▶ _Goal of the exercise_: If an entry holds a picture, drop the picture but restate the entry word for word.

▶ _Provided records_:
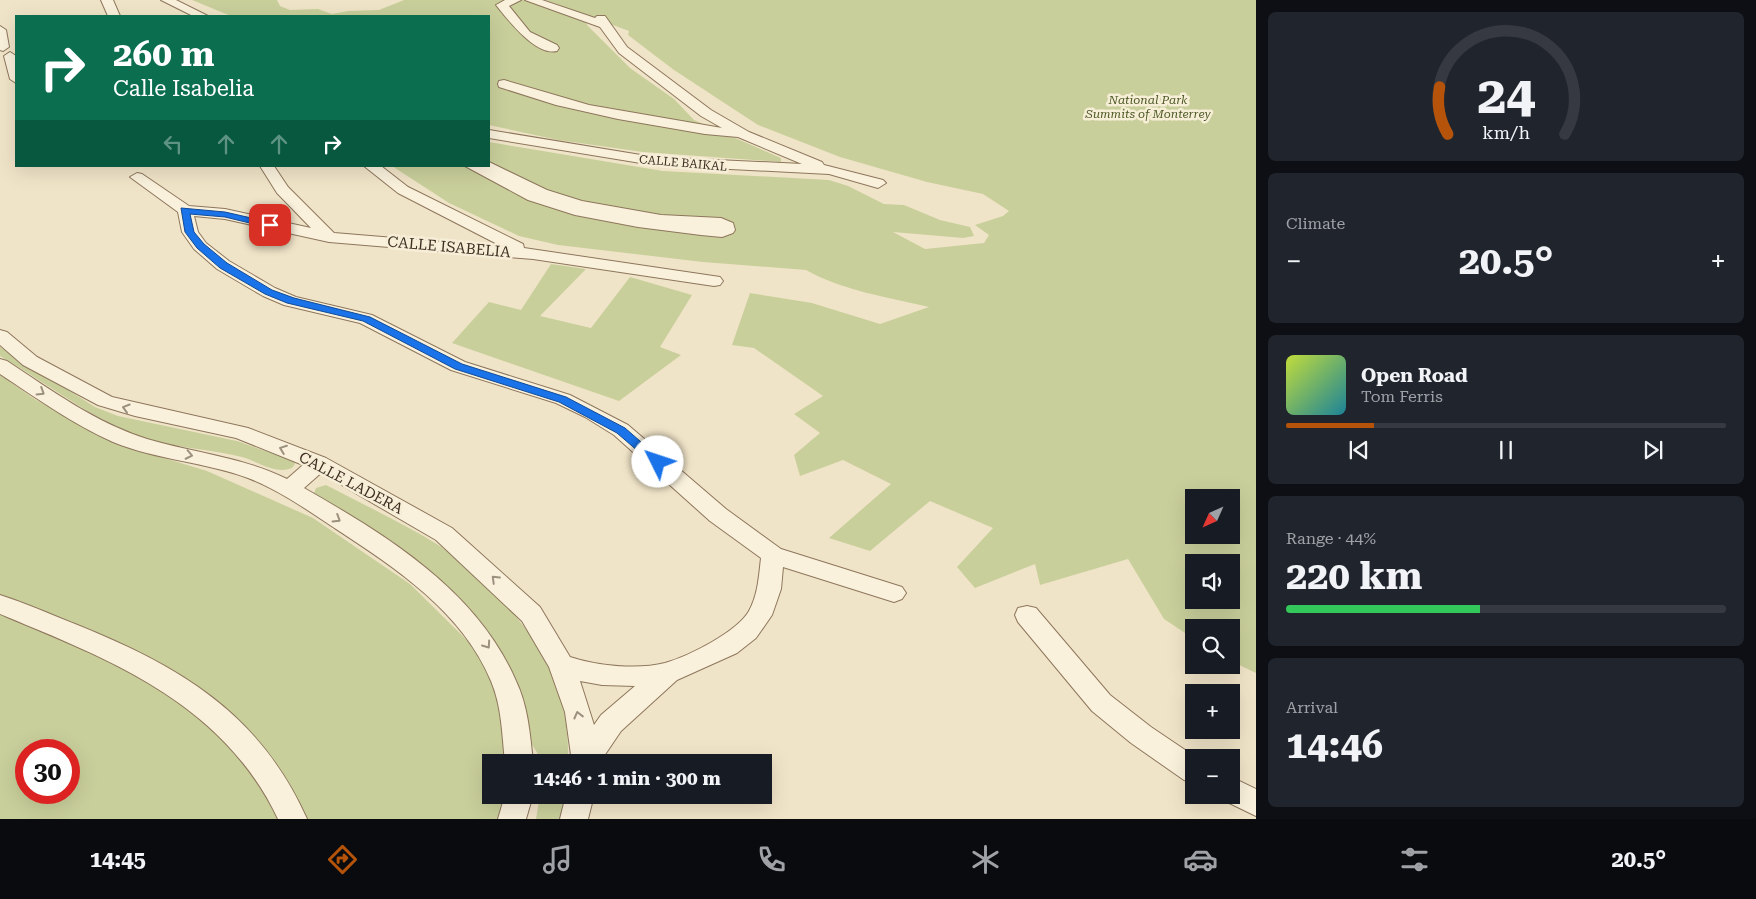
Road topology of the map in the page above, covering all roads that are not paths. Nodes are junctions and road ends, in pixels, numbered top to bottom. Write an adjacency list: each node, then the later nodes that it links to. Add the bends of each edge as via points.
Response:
1 (106, 0): 5 (street)
2 (167, 0): 6 (street)
3 (516, 0): 8 (street, via 502,5 526,34)
4 (531, 0): 11 (street, via 602,21 623,50 692,104)
5 (114, 15)
6 (200, 15)
7 (0, 30): 9 (street)
8 (553, 48)
9 (8, 51): 10 (street)
10 (15, 76)
11 (730, 128): 13 (street); 13 (street, via 656,118 585,102 520,79 504,83 548,98 614,114)
12 (490, 134): 18 (street, CALLE BAIKAL, via 653,161)
13 (744, 135): 18 (street)
14 (268, 167): 22 (street, via 282,190)
15 (372, 167): 23 (street, via 403,190)
16 (474, 167): 17 (street, via 533,197 580,211 681,228 726,230 727,226 721,223 676,222 561,200)
17 (490, 167)
18 (830, 170): 20 (street, CALLE BAIKAL)
19 (137, 177): 21 (street)
20 (878, 183)
21 (185, 210): 22 (street, CALLE ISABELIA, via 225,214); 29 (street, via 190,232 200,246 223,266 269,292 366,319 458,366 562,399 621,430 718,515)
22 (329, 237): 23 (street, CALLE ISABELIA)
23 (533, 254): 24 (street, CALLE ISABELIA)
24 (714, 281)
25 (0, 336): 27 (street, CALLE LADERA, one-way to 25, via 240,433 106,401 30,361)
26 (0, 365): 28 (street, one-way to 28, via 91,422 124,438 234,466)
27 (319, 463): 28 (street); 33 (street, CALLE LADERA, one-way to 27, via 531,614 444,534)
28 (289, 489): 35 (street, one-way to 35, via 387,550 472,625 492,652 508,691)
29 (772, 555): 30 (street); 34 (street, via 768,589 760,614 747,631 728,646)
30 (894, 593)
31 (0, 604): 43 (street, via 126,656 186,690 234,731 268,773)
32 (1027, 615): 38 (street, via 1101,703)
33 (561, 665): 34 (street, via 604,677); 36 (street, CALLE LADERA, one-way to 33, via 578,712)
34 (668, 673): 37 (street, via 611,723)
35 (519, 754)
36 (586, 754)
37 (591, 754)
38 (1185, 765)
39 (1240, 795): 40 (street)
40 (1256, 803)
41 (516, 804): 44 (street)
42 (578, 804): 45 (street)
43 (293, 819)
44 (512, 819)
45 (574, 819)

▶ _Result_:
Road topology of the map in the page above, covering all roads that are not paths. Nodes are junctions and road ends, in pixels, numbered top to bottom. Write an adjacency list: each node, then the later nodes that it links to. Add the bends of each edge as via points.
Response:
1 (106, 0): 5 (street)
2 (167, 0): 6 (street)
3 (516, 0): 8 (street, via 502,5 526,34)
4 (531, 0): 11 (street, via 602,21 623,50 692,104)
5 (114, 15)
6 (200, 15)
7 (0, 30): 9 (street)
8 (553, 48)
9 (8, 51): 10 (street)
10 (15, 76)
11 (730, 128): 13 (street); 13 (street, via 656,118 585,102 520,79 504,83 548,98 614,114)
12 (490, 134): 18 (street, CALLE BAIKAL, via 653,161)
13 (744, 135): 18 (street)
14 (268, 167): 22 (street, via 282,190)
15 (372, 167): 23 (street, via 403,190)
16 (474, 167): 17 (street, via 533,197 580,211 681,228 726,230 727,226 721,223 676,222 561,200)
17 (490, 167)
18 (830, 170): 20 (street, CALLE BAIKAL)
19 (137, 177): 21 (street)
20 (878, 183)
21 (185, 210): 22 (street, CALLE ISABELIA, via 225,214); 29 (street, via 190,232 200,246 223,266 269,292 366,319 458,366 562,399 621,430 718,515)
22 (329, 237): 23 (street, CALLE ISABELIA)
23 (533, 254): 24 (street, CALLE ISABELIA)
24 (714, 281)
25 (0, 336): 27 (street, CALLE LADERA, one-way to 25, via 240,433 106,401 30,361)
26 (0, 365): 28 (street, one-way to 28, via 91,422 124,438 234,466)
27 (319, 463): 28 (street); 33 (street, CALLE LADERA, one-way to 27, via 531,614 444,534)
28 (289, 489): 35 (street, one-way to 35, via 387,550 472,625 492,652 508,691)
29 (772, 555): 30 (street); 34 (street, via 768,589 760,614 747,631 728,646)
30 (894, 593)
31 (0, 604): 43 (street, via 126,656 186,690 234,731 268,773)
32 (1027, 615): 38 (street, via 1101,703)
33 (561, 665): 34 (street, via 604,677); 36 (street, CALLE LADERA, one-way to 33, via 578,712)
34 (668, 673): 37 (street, via 611,723)
35 (519, 754)
36 (586, 754)
37 (591, 754)
38 (1185, 765)
39 (1240, 795): 40 (street)
40 (1256, 803)
41 (516, 804): 44 (street)
42 (578, 804): 45 (street)
43 (293, 819)
44 (512, 819)
45 (574, 819)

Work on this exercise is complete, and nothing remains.